Where the data below has the string "Gülağaç", return the whole line.

EXERCISE MATERIAL START

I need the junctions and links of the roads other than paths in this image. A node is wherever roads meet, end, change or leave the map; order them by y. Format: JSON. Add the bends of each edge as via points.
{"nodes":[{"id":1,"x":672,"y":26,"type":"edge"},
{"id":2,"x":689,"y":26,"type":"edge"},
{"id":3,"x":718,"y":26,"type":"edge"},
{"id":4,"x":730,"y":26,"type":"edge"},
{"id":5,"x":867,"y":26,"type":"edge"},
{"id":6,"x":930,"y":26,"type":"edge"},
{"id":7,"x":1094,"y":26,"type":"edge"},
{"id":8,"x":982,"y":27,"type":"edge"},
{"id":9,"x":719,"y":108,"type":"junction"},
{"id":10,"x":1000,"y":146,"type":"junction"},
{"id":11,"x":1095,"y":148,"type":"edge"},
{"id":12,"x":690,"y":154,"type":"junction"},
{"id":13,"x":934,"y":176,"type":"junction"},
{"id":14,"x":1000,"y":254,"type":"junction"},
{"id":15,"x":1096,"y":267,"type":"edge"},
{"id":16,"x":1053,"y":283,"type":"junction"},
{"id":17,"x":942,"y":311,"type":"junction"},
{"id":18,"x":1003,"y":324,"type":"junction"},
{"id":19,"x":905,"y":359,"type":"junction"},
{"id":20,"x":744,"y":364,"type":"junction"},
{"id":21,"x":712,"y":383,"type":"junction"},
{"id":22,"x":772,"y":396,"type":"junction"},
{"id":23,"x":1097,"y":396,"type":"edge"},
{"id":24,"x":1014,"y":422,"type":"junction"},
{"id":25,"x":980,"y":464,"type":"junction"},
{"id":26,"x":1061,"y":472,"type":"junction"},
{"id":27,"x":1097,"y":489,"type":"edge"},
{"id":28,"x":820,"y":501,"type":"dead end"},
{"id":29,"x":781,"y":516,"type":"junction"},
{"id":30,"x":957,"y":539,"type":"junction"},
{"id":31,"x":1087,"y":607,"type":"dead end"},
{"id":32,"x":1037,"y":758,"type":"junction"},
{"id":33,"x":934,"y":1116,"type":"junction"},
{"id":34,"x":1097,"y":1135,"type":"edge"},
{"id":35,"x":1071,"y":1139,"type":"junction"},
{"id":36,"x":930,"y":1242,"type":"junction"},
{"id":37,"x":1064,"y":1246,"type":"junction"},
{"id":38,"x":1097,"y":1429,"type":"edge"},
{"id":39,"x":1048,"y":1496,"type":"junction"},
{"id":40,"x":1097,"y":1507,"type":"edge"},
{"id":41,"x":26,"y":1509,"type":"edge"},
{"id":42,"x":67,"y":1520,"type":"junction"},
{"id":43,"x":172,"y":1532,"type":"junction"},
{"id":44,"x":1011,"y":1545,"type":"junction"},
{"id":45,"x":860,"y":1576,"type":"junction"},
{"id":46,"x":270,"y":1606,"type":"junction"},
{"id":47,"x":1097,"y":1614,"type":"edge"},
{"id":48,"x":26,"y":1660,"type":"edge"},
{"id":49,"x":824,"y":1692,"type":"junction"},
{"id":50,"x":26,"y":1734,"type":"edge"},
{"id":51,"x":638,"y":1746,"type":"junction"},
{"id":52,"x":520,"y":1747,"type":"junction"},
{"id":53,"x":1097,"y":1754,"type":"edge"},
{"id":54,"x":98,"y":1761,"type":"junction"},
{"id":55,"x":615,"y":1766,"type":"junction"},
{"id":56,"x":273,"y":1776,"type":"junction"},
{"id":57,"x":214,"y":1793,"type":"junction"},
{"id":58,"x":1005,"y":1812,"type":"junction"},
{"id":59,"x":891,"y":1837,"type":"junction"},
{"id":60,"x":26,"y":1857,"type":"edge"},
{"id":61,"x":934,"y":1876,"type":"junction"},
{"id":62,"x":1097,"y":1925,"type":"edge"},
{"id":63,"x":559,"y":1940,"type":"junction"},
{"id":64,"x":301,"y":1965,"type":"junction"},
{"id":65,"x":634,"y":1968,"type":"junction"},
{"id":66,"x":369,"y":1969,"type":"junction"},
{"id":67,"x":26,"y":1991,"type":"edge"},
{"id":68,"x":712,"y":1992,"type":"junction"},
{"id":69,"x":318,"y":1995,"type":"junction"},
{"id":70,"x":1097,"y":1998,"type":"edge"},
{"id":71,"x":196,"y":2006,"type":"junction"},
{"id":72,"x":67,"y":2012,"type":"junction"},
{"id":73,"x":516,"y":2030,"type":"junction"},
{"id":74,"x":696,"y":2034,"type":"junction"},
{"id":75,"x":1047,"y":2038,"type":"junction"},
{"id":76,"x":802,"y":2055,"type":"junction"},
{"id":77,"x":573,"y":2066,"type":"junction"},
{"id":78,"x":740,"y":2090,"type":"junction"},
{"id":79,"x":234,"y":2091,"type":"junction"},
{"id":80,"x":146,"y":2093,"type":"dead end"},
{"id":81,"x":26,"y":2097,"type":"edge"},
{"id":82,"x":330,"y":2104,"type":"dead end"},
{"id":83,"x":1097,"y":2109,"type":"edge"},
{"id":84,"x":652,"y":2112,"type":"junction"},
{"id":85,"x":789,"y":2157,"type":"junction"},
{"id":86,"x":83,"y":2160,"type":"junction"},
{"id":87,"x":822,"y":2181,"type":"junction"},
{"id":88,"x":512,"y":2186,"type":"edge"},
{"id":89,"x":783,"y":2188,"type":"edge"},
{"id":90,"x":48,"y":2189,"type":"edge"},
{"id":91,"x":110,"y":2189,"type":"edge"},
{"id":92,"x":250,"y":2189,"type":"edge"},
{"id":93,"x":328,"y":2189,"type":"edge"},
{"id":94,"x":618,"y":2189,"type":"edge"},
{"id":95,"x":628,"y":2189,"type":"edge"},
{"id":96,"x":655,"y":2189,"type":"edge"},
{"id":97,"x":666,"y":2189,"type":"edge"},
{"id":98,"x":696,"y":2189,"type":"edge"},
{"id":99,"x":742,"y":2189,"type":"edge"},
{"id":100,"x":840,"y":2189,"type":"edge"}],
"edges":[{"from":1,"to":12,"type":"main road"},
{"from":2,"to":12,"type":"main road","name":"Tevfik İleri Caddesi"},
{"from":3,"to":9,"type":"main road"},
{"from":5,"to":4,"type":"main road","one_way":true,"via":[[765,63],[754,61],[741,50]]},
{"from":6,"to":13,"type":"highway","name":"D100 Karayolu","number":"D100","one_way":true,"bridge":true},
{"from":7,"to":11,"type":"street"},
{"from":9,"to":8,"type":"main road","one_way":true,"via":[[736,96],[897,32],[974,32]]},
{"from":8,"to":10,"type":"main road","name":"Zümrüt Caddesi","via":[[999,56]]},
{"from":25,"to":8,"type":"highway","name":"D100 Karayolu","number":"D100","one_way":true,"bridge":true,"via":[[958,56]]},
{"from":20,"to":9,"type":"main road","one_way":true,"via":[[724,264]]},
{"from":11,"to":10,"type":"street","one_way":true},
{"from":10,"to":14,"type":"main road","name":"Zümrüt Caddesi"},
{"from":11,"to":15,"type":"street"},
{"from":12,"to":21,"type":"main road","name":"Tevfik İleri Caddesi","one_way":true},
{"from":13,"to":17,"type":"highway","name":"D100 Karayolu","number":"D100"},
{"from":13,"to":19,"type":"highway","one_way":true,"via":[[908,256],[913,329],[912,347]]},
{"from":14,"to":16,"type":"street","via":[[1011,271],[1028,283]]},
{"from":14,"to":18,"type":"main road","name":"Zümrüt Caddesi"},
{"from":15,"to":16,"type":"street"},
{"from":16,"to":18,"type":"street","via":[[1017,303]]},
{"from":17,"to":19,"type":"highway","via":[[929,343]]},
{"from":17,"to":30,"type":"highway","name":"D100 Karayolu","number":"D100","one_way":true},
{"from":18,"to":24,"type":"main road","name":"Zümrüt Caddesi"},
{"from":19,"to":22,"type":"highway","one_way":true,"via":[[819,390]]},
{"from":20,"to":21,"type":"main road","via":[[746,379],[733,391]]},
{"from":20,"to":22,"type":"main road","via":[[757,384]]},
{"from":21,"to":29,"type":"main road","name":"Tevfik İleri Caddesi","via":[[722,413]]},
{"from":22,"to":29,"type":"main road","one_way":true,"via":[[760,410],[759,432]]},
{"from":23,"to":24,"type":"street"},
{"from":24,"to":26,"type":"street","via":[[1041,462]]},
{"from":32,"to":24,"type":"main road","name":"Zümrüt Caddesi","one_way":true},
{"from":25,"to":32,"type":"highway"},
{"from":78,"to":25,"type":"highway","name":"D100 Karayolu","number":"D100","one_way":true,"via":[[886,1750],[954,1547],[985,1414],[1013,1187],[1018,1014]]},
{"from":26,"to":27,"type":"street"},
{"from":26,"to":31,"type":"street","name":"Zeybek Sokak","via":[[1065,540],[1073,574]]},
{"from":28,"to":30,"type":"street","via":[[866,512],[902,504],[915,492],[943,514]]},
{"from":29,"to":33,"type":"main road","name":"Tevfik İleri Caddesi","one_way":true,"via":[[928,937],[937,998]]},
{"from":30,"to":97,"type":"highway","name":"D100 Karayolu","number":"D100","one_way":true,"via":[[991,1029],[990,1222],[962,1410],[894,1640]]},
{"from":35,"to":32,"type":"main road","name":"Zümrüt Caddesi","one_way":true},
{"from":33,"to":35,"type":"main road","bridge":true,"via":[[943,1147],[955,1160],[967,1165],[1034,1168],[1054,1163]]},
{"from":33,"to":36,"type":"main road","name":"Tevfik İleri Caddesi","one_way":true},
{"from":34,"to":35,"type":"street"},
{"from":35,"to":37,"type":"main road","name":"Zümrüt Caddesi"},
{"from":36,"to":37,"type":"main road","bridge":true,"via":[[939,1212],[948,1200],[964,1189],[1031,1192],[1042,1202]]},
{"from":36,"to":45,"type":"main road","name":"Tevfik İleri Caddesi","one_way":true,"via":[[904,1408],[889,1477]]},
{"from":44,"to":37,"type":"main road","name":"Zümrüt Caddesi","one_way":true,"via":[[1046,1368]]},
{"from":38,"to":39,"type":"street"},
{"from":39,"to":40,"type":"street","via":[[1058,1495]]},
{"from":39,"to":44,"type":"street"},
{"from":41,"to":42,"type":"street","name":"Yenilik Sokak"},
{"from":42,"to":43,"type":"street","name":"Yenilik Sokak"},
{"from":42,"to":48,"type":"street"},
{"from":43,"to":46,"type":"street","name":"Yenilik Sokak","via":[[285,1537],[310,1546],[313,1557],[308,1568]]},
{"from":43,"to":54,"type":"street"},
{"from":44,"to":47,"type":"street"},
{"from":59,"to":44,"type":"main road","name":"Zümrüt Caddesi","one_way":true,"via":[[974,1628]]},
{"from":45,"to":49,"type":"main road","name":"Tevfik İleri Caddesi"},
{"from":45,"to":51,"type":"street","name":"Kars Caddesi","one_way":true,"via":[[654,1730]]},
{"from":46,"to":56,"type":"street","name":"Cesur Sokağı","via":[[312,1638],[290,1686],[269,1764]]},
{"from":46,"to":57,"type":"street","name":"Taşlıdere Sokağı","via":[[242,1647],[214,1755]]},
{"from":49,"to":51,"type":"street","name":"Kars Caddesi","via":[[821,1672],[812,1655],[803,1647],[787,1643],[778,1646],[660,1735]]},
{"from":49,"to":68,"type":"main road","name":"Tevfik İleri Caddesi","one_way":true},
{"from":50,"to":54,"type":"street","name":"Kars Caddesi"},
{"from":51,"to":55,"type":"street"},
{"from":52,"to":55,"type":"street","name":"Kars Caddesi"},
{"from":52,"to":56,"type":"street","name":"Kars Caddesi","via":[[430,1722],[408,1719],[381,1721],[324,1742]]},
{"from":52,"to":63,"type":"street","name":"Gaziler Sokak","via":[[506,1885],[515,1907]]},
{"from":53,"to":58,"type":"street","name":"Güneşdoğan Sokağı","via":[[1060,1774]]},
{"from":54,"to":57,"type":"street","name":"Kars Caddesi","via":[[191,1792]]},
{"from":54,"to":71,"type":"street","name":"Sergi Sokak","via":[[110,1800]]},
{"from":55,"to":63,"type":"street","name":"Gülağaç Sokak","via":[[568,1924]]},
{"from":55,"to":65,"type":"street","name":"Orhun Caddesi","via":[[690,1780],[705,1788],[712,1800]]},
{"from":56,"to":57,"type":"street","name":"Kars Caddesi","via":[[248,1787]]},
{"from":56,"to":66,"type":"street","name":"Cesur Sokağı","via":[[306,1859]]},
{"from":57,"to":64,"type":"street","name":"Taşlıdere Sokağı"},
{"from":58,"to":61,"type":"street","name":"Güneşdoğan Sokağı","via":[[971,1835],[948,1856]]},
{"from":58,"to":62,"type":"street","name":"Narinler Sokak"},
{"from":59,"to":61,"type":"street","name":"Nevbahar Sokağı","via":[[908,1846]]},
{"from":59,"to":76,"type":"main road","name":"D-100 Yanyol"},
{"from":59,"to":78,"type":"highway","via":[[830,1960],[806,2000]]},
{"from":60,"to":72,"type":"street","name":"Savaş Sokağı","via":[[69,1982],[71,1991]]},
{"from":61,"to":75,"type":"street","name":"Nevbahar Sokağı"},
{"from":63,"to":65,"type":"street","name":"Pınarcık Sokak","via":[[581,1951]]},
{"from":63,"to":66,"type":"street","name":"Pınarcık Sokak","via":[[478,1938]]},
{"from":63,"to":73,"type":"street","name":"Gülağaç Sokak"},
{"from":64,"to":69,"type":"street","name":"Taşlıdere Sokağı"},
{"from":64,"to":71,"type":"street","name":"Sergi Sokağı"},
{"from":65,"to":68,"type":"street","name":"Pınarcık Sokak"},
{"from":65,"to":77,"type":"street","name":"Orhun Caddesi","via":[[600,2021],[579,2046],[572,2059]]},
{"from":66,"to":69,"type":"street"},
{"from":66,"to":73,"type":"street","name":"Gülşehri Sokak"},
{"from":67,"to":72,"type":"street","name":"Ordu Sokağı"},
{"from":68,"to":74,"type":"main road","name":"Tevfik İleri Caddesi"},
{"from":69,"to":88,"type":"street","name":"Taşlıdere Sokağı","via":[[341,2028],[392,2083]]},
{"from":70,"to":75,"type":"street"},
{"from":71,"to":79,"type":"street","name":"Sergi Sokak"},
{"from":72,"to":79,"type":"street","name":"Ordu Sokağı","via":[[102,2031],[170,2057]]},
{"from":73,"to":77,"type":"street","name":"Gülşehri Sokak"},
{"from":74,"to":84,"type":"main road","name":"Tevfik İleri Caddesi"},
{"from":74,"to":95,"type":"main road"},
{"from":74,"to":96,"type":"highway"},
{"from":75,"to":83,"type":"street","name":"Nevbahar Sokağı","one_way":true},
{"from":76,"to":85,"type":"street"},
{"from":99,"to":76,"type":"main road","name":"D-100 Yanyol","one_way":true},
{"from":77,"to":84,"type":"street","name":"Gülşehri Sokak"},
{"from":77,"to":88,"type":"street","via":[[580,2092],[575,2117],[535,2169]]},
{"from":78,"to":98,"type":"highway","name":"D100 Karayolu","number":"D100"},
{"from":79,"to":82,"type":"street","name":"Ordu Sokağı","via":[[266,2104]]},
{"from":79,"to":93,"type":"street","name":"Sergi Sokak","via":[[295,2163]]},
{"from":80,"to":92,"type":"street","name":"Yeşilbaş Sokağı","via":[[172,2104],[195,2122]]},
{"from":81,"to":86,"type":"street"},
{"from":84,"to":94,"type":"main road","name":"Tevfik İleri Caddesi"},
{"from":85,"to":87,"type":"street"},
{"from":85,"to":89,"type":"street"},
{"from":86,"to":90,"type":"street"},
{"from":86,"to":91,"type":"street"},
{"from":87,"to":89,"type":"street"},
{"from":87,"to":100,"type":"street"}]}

EXERCISE MATERIAL END

ANSWER SECTION:
{"from":55,"to":63,"type":"street","name":"Gülağaç Sokak","via":[[568,1924]]},
{"from":63,"to":73,"type":"street","name":"Gülağaç Sokak"},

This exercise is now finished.